SmartyPants

I just installed SmartyPants, a little plug-in for Moveable Type that automatically replaces a few text characters with more attractive and correct typographic entities. Double-quotes turn into “smart-quotes” (as do apostrophes), three full-stops turn into ellipses (…), and -- turns into an em-dash ( — ). How lovely.

On a similar theme I really wanted to try out Gill Sans as a font for this site, inspired by Matt’s and Aaron Swartz’s new designs. This elegant font would only show up for people using Mac OS X, although this wouldn’t be a problem, as CSS would just fall back to my second preference font for everyone else. However, compared to fonts such as Verdana, currently this site’s default, Gill Sans is very narrow and also looks pretty small (a small x-height?). So any careful choice of font sizes and column widths (for example, the right-hand column’s width) would only be correct for one of these fonts. To be honest, I wonder if Gill Sans is really a good font for bodytext on screen, despite its alluring elegance.
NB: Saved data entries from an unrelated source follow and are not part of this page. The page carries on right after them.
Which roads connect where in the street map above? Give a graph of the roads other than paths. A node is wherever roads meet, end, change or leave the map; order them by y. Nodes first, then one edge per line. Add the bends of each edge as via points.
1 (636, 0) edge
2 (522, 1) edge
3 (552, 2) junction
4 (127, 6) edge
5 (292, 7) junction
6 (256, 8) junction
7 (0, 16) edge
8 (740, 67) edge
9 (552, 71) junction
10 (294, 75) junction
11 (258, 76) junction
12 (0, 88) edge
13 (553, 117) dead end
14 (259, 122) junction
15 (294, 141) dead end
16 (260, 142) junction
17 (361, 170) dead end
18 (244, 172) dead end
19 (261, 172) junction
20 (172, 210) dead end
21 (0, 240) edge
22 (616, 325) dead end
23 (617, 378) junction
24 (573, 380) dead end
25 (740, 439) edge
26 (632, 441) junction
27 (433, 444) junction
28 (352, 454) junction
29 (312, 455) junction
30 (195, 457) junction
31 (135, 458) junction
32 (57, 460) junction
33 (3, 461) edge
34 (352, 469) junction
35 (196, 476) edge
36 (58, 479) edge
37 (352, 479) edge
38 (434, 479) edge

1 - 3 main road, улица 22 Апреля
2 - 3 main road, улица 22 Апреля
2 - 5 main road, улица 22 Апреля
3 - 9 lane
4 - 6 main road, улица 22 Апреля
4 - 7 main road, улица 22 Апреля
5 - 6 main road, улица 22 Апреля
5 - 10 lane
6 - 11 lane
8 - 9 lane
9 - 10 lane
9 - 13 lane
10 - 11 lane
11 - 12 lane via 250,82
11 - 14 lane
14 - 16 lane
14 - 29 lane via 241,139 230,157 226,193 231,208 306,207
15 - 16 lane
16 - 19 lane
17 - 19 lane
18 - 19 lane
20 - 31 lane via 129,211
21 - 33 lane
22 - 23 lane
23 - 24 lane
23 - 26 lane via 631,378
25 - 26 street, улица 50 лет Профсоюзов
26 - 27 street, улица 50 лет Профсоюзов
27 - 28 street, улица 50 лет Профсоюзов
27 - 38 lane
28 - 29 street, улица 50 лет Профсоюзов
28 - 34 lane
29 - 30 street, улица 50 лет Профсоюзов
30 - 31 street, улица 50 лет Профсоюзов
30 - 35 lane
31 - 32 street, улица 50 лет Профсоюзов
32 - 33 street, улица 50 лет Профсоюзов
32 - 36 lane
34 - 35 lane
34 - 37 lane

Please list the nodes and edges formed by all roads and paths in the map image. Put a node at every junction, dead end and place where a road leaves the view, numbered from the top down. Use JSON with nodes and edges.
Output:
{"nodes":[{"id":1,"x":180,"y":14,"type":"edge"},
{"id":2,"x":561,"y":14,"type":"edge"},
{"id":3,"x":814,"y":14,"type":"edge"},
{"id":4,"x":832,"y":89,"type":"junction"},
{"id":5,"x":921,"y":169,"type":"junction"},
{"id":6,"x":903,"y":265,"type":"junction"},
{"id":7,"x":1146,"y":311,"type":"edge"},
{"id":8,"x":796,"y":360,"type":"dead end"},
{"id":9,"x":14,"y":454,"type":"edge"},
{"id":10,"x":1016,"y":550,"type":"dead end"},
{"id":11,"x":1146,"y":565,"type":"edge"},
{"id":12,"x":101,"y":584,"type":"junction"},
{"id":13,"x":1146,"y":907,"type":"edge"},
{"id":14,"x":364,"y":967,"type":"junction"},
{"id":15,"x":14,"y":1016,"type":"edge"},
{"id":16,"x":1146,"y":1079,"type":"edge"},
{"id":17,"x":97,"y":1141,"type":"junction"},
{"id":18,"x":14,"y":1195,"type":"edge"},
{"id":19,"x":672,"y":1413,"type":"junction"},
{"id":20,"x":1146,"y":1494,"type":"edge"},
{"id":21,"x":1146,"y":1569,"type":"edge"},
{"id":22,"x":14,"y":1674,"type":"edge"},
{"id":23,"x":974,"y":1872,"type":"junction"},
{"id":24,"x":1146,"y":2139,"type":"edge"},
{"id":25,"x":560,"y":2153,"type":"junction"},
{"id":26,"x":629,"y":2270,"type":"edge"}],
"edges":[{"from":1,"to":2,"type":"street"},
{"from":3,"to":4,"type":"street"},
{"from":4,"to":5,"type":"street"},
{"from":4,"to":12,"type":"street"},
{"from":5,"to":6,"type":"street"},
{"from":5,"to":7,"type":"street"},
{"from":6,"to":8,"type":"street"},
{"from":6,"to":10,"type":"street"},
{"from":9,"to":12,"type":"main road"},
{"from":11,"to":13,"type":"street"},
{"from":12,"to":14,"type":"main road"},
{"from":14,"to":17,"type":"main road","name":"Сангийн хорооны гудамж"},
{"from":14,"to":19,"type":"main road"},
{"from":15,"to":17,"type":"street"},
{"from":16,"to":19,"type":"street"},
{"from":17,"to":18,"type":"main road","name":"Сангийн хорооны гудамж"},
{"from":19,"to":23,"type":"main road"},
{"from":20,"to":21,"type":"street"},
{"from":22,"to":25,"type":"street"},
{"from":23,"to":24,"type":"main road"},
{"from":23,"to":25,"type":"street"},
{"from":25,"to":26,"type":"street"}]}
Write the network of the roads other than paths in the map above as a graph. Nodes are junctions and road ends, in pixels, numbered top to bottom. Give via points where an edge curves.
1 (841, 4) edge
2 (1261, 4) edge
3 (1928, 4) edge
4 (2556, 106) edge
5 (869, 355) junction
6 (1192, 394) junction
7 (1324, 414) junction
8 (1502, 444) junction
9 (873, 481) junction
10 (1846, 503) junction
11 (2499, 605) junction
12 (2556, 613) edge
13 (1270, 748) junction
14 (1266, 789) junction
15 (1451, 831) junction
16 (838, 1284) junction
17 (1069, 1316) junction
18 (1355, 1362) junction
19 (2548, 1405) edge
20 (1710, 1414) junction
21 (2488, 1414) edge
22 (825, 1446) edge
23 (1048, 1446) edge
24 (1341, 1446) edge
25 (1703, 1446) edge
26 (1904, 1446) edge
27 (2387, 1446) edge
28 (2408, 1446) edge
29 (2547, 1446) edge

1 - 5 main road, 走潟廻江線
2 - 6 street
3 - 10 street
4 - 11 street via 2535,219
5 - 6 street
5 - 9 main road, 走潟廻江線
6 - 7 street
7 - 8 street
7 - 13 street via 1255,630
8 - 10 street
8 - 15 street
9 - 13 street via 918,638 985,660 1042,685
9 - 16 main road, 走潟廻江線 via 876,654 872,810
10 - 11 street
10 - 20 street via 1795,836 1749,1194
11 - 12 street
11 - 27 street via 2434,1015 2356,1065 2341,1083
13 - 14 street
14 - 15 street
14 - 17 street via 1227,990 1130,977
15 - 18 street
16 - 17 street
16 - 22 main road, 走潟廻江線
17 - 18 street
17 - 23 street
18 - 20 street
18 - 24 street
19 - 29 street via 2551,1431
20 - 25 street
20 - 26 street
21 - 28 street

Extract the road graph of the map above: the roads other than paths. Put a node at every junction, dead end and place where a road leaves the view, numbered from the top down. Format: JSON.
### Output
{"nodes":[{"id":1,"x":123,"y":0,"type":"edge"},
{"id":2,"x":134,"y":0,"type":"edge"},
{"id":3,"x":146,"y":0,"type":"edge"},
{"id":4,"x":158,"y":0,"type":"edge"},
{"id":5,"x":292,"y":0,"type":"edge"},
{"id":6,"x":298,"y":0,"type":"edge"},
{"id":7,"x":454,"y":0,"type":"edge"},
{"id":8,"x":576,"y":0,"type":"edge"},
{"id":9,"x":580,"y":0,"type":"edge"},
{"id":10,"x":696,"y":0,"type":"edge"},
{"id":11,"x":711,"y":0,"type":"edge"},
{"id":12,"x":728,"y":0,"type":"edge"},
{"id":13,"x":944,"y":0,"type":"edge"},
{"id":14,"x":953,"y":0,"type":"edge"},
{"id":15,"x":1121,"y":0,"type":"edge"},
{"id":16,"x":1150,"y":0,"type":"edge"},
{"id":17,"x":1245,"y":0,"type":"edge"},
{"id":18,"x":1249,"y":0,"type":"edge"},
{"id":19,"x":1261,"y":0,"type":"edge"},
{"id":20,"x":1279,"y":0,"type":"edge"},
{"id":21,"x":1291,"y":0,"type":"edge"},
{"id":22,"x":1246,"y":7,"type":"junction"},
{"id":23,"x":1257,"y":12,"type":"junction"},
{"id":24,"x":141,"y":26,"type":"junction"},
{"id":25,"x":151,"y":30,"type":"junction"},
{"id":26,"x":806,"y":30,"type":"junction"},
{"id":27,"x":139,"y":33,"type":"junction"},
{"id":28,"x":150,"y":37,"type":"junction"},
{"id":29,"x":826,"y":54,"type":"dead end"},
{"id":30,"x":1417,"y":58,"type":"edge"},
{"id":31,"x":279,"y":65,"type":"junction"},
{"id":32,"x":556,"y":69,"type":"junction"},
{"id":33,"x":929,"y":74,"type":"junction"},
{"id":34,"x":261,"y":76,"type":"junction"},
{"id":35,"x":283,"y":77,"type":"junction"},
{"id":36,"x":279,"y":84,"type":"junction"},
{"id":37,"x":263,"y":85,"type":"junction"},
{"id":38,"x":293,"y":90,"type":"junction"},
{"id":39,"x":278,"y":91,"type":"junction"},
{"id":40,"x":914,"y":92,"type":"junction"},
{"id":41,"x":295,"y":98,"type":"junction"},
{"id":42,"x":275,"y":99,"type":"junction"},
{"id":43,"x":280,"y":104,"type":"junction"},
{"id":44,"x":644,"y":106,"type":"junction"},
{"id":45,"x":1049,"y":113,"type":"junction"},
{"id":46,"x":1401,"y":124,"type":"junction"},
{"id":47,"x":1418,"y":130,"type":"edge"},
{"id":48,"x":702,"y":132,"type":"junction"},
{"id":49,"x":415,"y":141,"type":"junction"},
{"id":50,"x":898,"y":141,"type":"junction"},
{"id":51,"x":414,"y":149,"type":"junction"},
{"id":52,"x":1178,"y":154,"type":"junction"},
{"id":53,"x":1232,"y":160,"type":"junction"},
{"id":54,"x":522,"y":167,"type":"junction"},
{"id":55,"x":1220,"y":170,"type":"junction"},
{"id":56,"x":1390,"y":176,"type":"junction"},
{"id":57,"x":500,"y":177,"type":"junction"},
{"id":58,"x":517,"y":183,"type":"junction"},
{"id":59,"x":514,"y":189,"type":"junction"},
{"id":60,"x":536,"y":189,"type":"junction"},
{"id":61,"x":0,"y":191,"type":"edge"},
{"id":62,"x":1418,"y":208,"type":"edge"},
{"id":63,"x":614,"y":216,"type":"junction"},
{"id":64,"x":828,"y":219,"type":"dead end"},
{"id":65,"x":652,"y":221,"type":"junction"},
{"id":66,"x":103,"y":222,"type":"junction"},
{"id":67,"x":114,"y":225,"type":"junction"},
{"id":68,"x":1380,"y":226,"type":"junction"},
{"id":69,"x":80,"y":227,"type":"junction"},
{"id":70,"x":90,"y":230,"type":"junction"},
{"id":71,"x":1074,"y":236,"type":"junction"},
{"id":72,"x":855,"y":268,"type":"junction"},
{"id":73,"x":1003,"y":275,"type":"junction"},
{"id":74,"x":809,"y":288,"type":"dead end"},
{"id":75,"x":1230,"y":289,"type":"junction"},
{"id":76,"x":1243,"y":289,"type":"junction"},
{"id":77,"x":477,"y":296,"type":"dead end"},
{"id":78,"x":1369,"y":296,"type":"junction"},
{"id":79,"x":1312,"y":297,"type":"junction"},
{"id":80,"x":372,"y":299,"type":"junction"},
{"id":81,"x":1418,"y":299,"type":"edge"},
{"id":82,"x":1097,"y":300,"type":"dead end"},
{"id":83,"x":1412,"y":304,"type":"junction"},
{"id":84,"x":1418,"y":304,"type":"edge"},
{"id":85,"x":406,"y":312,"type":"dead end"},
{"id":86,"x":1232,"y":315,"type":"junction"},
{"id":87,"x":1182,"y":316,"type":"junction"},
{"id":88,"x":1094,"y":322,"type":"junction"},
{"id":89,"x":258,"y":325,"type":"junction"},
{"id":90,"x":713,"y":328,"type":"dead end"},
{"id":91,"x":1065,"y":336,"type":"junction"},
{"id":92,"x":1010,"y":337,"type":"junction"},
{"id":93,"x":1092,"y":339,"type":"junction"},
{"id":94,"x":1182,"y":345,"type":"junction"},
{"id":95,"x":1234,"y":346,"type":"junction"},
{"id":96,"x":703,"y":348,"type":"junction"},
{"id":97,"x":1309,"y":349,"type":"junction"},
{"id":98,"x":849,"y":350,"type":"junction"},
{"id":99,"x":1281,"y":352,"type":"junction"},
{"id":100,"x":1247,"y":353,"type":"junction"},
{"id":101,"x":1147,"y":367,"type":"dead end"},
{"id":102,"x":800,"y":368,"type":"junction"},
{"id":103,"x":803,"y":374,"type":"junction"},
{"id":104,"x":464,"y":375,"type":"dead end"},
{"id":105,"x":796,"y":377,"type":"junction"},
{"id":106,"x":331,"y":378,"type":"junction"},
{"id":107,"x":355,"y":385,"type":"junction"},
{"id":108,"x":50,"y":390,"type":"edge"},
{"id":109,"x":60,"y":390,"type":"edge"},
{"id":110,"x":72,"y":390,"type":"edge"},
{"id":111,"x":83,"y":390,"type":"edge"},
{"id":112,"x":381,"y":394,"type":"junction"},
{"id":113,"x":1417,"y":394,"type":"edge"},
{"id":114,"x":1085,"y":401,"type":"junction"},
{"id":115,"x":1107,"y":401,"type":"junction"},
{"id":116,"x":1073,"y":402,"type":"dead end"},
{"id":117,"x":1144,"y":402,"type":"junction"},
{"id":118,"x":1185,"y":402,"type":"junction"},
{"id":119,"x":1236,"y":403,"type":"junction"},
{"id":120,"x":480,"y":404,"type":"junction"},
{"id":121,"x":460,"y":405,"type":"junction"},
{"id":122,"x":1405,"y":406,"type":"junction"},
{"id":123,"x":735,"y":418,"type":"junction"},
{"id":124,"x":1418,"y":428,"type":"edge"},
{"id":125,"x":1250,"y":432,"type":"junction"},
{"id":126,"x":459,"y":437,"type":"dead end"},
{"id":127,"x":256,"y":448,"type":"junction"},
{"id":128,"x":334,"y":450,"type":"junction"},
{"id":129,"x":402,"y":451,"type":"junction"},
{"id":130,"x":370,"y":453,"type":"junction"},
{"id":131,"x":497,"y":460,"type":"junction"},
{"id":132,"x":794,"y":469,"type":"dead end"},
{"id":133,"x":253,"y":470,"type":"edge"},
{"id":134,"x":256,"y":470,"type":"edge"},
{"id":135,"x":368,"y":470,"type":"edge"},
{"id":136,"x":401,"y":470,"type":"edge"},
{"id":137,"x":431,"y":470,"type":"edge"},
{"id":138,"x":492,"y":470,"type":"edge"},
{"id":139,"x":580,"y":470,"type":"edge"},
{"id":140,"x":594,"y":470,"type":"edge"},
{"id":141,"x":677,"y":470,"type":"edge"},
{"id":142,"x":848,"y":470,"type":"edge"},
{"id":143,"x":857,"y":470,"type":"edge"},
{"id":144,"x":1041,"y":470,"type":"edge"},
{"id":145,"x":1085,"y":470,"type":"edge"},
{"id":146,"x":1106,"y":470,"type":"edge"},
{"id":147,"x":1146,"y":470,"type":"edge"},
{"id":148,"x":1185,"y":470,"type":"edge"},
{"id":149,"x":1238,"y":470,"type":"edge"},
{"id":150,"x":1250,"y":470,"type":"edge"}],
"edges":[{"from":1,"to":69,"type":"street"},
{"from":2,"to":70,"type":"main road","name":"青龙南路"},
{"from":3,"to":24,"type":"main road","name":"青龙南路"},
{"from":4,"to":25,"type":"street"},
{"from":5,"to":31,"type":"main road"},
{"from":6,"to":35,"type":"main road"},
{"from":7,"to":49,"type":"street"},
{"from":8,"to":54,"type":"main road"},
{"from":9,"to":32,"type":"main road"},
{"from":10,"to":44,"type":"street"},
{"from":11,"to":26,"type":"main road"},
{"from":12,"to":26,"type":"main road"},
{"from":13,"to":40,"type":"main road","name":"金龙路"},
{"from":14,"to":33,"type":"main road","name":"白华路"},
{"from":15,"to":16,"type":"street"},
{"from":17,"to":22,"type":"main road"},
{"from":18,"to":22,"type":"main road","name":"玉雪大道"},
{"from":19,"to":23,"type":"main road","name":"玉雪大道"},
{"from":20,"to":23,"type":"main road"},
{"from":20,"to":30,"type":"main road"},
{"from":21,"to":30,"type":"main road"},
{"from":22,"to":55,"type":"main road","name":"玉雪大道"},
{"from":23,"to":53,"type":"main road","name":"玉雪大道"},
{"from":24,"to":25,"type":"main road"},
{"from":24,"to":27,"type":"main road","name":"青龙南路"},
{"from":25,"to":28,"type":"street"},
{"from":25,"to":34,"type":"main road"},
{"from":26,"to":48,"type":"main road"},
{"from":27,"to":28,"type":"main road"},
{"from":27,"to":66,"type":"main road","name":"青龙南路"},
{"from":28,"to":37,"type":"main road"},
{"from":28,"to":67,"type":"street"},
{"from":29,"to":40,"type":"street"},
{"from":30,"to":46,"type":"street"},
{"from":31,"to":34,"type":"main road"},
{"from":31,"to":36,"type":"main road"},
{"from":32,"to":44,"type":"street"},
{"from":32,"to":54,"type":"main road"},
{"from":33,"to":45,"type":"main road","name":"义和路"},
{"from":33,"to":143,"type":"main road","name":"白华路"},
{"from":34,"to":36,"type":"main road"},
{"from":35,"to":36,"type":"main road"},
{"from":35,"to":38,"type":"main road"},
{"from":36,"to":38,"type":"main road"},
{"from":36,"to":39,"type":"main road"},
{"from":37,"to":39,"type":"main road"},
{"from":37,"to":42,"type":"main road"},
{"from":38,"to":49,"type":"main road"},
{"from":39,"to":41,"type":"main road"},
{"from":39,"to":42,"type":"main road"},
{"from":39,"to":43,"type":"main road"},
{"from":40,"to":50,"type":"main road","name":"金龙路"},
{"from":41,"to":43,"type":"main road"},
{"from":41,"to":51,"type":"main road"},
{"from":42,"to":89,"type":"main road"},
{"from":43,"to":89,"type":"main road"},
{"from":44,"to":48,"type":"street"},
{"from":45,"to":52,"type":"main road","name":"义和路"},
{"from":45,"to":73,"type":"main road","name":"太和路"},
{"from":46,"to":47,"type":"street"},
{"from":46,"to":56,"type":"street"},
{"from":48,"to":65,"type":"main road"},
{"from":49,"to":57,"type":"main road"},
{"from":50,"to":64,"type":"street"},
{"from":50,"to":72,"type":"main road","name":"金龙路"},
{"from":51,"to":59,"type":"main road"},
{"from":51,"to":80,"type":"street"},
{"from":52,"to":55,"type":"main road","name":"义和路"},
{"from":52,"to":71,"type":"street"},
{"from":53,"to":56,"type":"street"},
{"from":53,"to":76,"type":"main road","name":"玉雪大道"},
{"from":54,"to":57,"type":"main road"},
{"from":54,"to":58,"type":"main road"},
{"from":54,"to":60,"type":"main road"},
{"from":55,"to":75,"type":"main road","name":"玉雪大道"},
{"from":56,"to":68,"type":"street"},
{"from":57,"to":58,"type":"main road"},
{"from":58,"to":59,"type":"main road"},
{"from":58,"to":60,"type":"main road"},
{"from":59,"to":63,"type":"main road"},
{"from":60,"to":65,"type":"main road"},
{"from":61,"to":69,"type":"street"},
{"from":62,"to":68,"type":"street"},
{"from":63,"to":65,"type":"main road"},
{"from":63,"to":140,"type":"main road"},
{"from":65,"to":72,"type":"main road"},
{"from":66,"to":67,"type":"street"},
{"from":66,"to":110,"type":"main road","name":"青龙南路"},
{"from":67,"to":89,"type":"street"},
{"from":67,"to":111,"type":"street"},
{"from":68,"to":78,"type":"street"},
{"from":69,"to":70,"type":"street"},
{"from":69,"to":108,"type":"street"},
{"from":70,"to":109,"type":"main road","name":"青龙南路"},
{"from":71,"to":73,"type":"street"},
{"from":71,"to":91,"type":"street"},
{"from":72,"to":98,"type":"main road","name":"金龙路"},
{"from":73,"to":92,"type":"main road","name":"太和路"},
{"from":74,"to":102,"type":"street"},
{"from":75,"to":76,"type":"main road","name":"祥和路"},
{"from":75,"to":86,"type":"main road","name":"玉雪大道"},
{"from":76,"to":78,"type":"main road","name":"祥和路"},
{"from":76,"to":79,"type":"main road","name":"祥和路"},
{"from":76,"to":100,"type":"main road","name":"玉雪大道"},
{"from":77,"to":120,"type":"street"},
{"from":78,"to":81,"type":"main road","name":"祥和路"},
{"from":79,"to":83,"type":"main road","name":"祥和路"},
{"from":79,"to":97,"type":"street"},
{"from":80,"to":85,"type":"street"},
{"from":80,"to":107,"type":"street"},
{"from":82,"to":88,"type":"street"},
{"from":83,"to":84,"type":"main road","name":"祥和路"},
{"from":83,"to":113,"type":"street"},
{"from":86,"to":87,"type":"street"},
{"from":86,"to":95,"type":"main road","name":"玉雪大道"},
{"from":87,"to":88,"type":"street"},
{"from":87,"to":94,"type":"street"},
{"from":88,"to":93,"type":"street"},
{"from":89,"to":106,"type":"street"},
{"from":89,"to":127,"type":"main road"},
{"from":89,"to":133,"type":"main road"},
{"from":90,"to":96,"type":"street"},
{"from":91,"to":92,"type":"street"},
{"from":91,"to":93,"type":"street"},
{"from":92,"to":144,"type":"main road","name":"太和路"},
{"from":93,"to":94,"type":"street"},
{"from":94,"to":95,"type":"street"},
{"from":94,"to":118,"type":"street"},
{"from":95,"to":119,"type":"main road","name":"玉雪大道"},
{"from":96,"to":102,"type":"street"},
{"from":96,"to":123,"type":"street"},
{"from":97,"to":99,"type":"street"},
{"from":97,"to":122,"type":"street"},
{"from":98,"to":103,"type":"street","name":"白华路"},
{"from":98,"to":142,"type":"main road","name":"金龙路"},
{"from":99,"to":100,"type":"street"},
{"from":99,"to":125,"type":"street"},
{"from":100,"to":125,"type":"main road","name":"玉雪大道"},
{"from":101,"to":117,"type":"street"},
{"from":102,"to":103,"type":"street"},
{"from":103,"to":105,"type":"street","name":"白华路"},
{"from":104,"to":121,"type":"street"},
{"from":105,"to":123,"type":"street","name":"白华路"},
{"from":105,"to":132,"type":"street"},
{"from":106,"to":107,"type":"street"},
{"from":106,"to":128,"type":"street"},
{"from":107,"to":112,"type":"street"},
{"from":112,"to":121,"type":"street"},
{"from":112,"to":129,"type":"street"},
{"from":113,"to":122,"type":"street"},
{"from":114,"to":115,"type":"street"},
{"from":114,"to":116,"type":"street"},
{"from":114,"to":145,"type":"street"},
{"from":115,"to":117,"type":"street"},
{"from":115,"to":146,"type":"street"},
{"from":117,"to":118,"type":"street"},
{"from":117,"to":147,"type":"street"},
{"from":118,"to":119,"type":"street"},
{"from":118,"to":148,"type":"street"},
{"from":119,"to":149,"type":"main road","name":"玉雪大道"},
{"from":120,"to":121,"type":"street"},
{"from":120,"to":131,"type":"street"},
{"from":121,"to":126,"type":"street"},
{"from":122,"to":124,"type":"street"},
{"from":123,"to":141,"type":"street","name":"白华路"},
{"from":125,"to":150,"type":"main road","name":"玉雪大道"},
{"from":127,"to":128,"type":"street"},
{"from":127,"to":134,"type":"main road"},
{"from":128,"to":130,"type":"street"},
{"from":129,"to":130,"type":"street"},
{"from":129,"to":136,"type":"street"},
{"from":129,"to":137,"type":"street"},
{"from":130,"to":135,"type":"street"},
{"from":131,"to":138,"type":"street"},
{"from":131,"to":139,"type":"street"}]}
By the way, I’m not entirely convinced about my current choice of Verdana. I went off it some time ago, but recently read a site which I thought looked clean and readable, and then discovered it was set in Verdana. I think the site looks OK now — I lack the vocabulary, but everything seems to hang together quite well. But I feel I’m committing some terrible faux pas and trendy typography buffs are probably sniggering at me.

Comments

  • Gill Sans is my favourite sans-serif typeface bar none, but I wouldn’t recommend it for body-text of more than a paragraph or so. I find it loses readability quickly, particularly if the leading isn’t just right. It’s not so much the column-width, it’s more the weight of the type on the page or screen — it’s just a little too light, and the eye starts to skim over it.

    (As you may guess from that, I’m not big on sans-serif body-text generally.)

    Does Smartypants do ligatures? Or am I being a trendy type bore just for asking?

  • Yeah, I think you may be right about using Gill Sans for heading text (or small bits of text) only. And I don’t think screens (even with modern fancy anti-aliasing) can do it justice at small sizes. On the other hand, I’m quite up for sans-serif body text on screen, thinking that such a low resolution doesn’t do justice to serifs. But maybe serif fonts are usable these days, what with higher resolution screens and anti-aliasing.

    No, Smarty Pants only does the alterations I described — maybe too many fonts don’t have ligatures or don’t have many?

  • Gill Sans was never really designed to be a body-text font; that role was given, by Gill, to fonts such as Perpetua or Joanna:

    http://www.textism.com/textfaces/index.html?id=13

    On-screen, I think we’re stuck with the tyranny of Verdana for a while yet.

  • What’s wrong with Verdana? I like Verdana.

    But then again I drive a Minivan.

  • I just have at the back of my mind that Verdana was frowned upon by superior font-bods. But I think I may have only extrapolated from something Powazek said once:
    http://www.powazek.com/2000_03_01_archive.shtml#118617
    So, frankly, who cares.

    Incidentally, I also found a brief history of Verdana:
    http://www.xent.com/FoRK-archive/feb98/0391.html

  • I really don’t think Gill Sans is a particularly good choice for on-screen body text at small sizes. It is also, of course, London’s most over-used font, especially once you count in its transport variations.